───── Data supplied
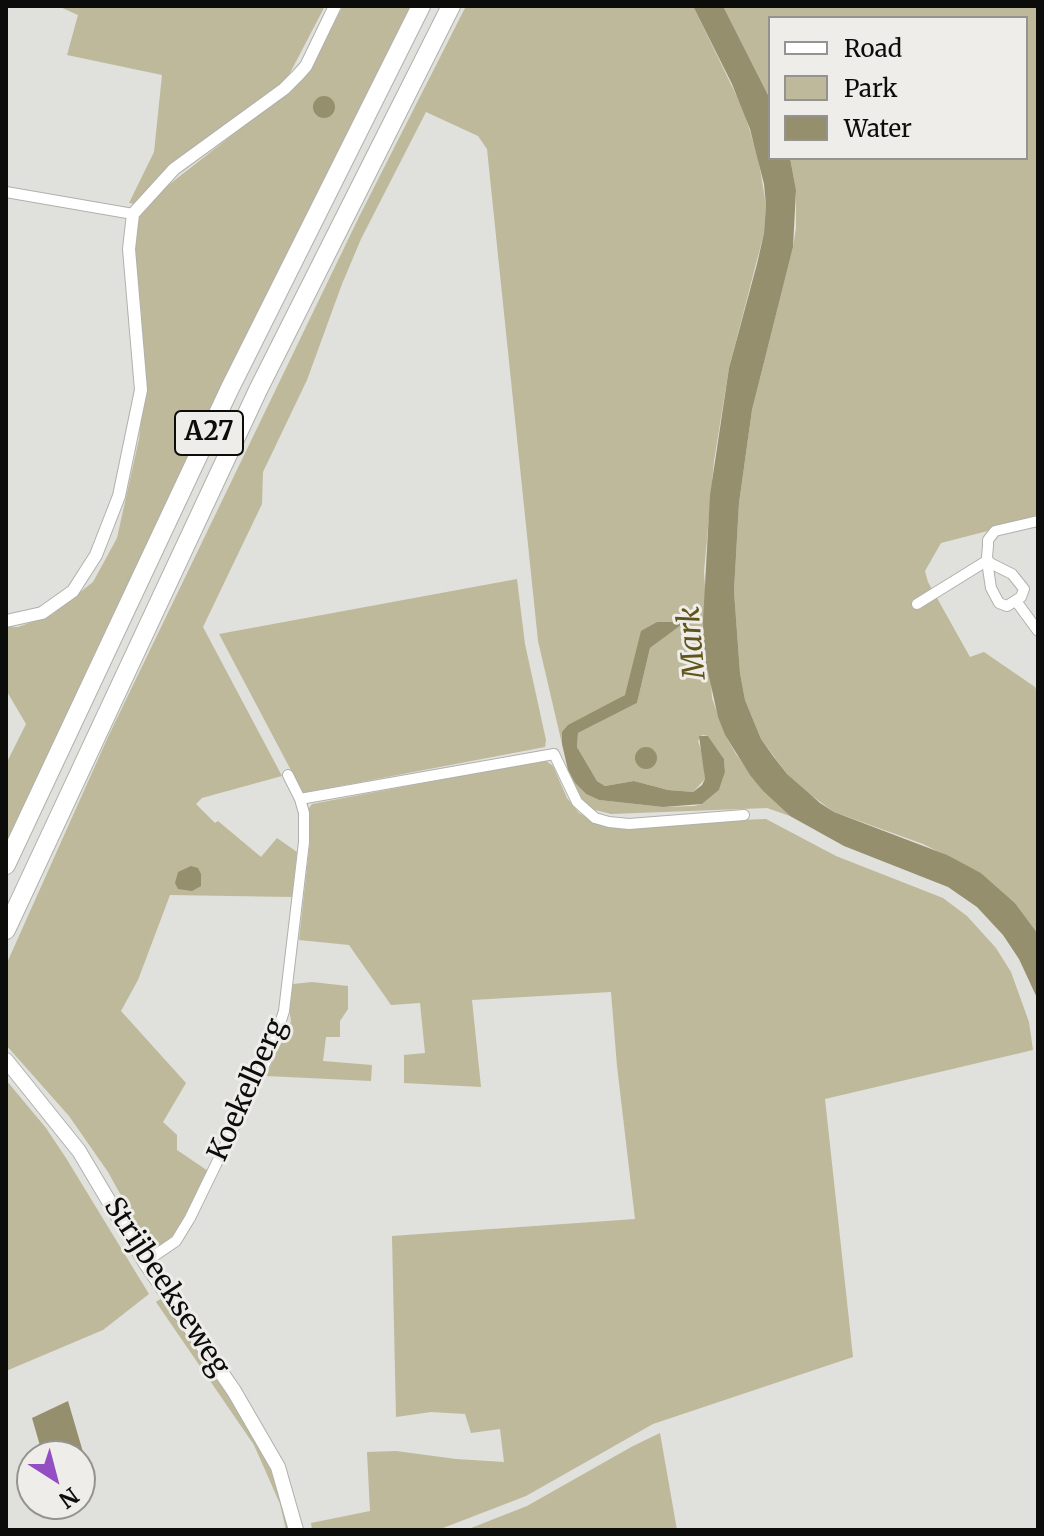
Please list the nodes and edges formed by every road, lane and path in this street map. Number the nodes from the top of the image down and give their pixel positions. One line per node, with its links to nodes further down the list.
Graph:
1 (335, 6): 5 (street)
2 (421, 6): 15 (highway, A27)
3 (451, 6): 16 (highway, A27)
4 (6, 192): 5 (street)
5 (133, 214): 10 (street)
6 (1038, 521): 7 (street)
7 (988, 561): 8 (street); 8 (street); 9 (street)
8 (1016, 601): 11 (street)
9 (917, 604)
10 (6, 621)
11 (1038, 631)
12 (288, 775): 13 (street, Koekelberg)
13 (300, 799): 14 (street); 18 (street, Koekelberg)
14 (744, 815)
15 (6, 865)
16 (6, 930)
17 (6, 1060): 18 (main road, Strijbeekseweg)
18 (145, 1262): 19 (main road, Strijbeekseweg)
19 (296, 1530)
──────────
───── Data supplied
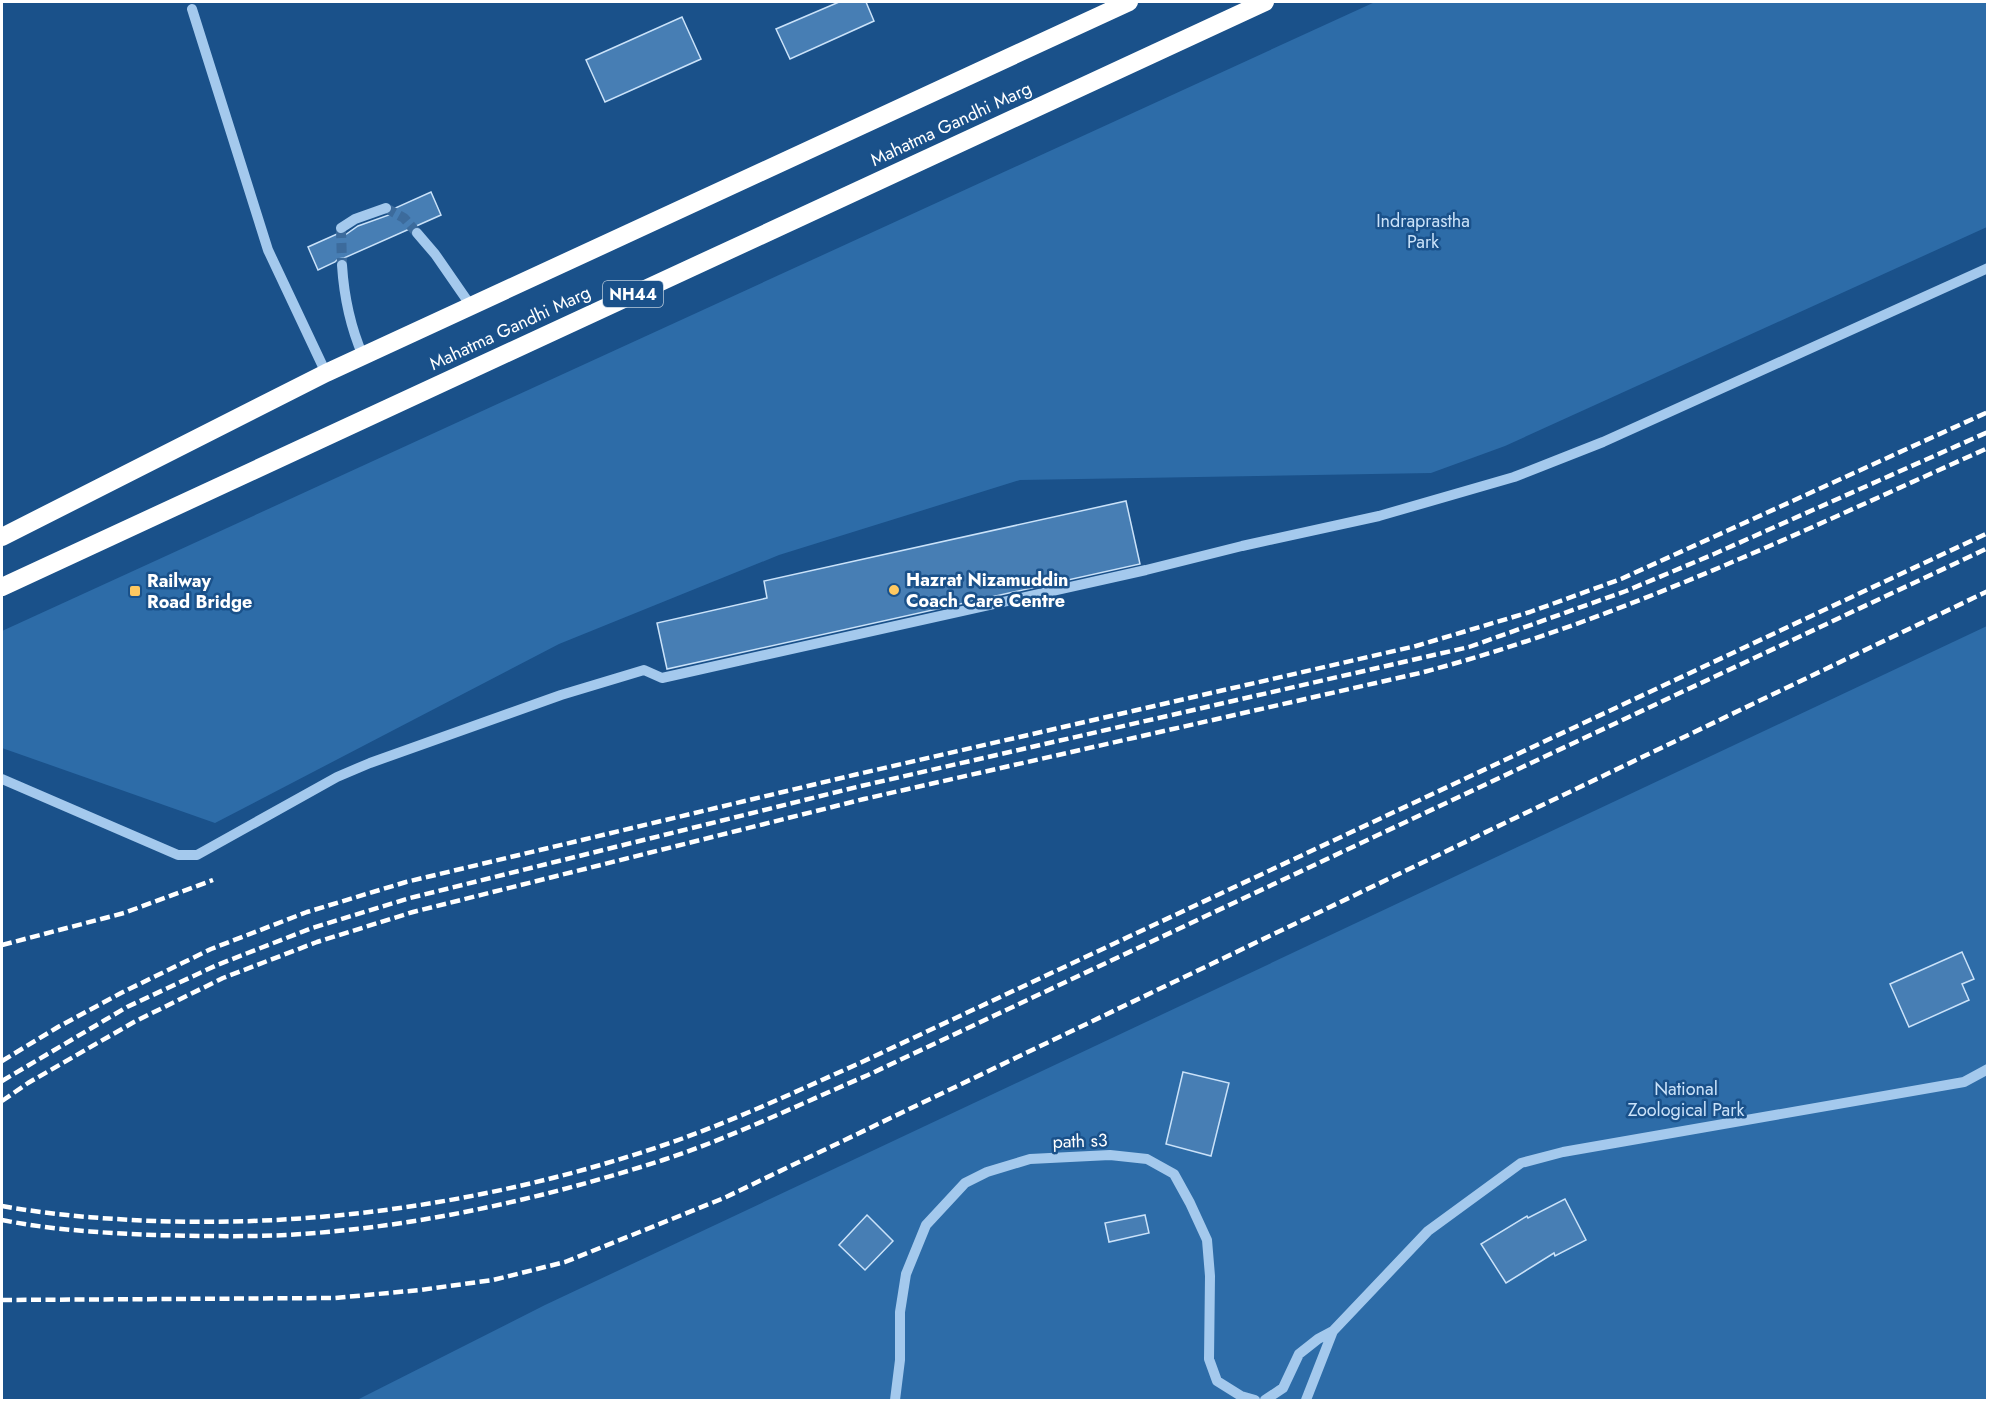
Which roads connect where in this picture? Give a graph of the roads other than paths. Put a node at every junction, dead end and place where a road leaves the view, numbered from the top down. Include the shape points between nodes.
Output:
──────────
───── Data supplied
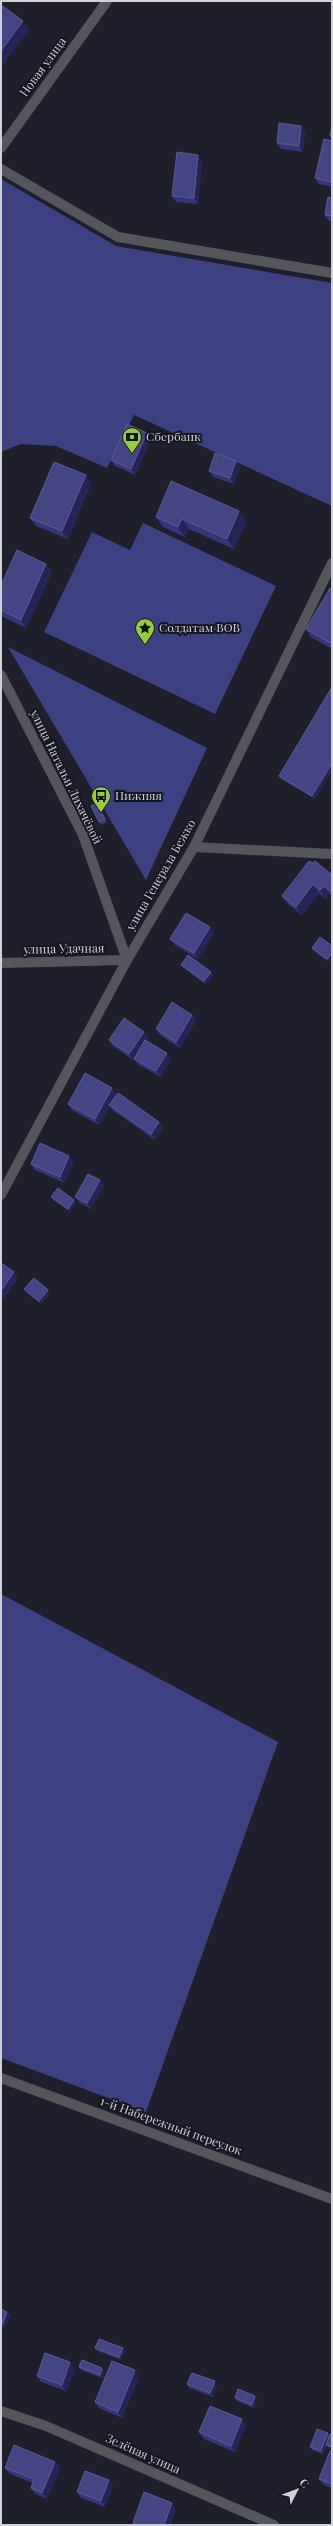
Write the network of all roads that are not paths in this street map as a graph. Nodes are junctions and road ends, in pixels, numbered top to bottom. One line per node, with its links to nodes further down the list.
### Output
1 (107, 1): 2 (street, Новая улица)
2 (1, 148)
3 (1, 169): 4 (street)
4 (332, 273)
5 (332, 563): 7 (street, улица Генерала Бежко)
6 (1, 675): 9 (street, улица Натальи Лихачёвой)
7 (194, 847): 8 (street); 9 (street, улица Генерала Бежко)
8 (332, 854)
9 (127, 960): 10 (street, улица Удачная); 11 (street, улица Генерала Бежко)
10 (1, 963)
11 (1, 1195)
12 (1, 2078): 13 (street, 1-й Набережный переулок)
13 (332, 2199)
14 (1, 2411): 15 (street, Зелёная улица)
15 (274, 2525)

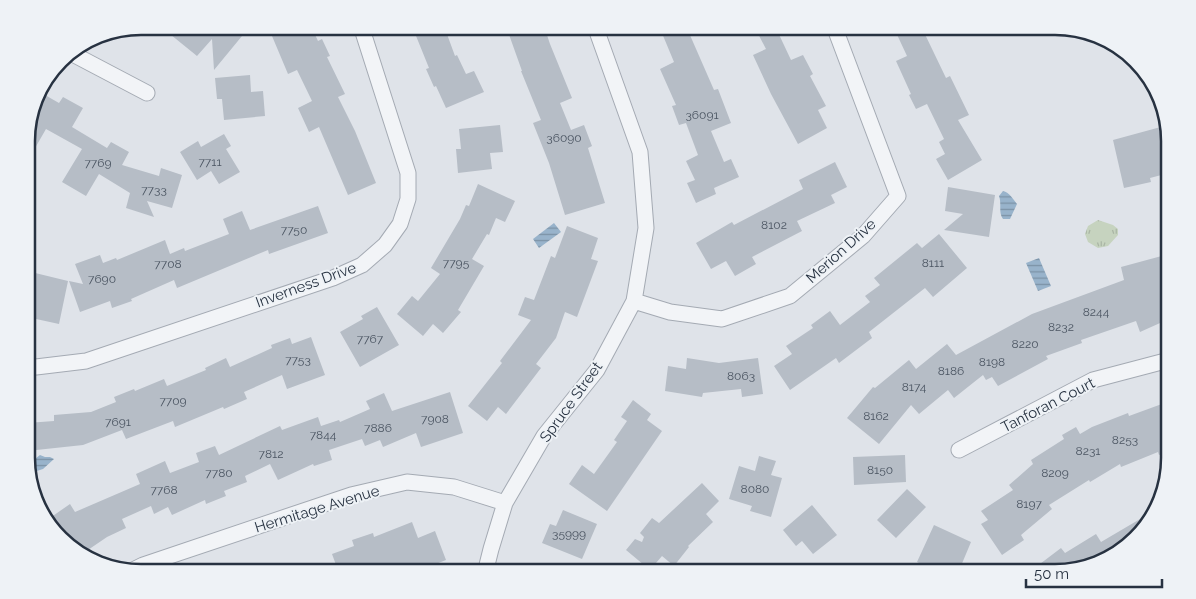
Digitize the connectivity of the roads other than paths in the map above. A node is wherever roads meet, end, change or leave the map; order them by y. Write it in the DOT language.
──────────
**Work task:**
Within the entries, count the lines that contain the word "list". Give that number and no more.

**Response to this task:**
2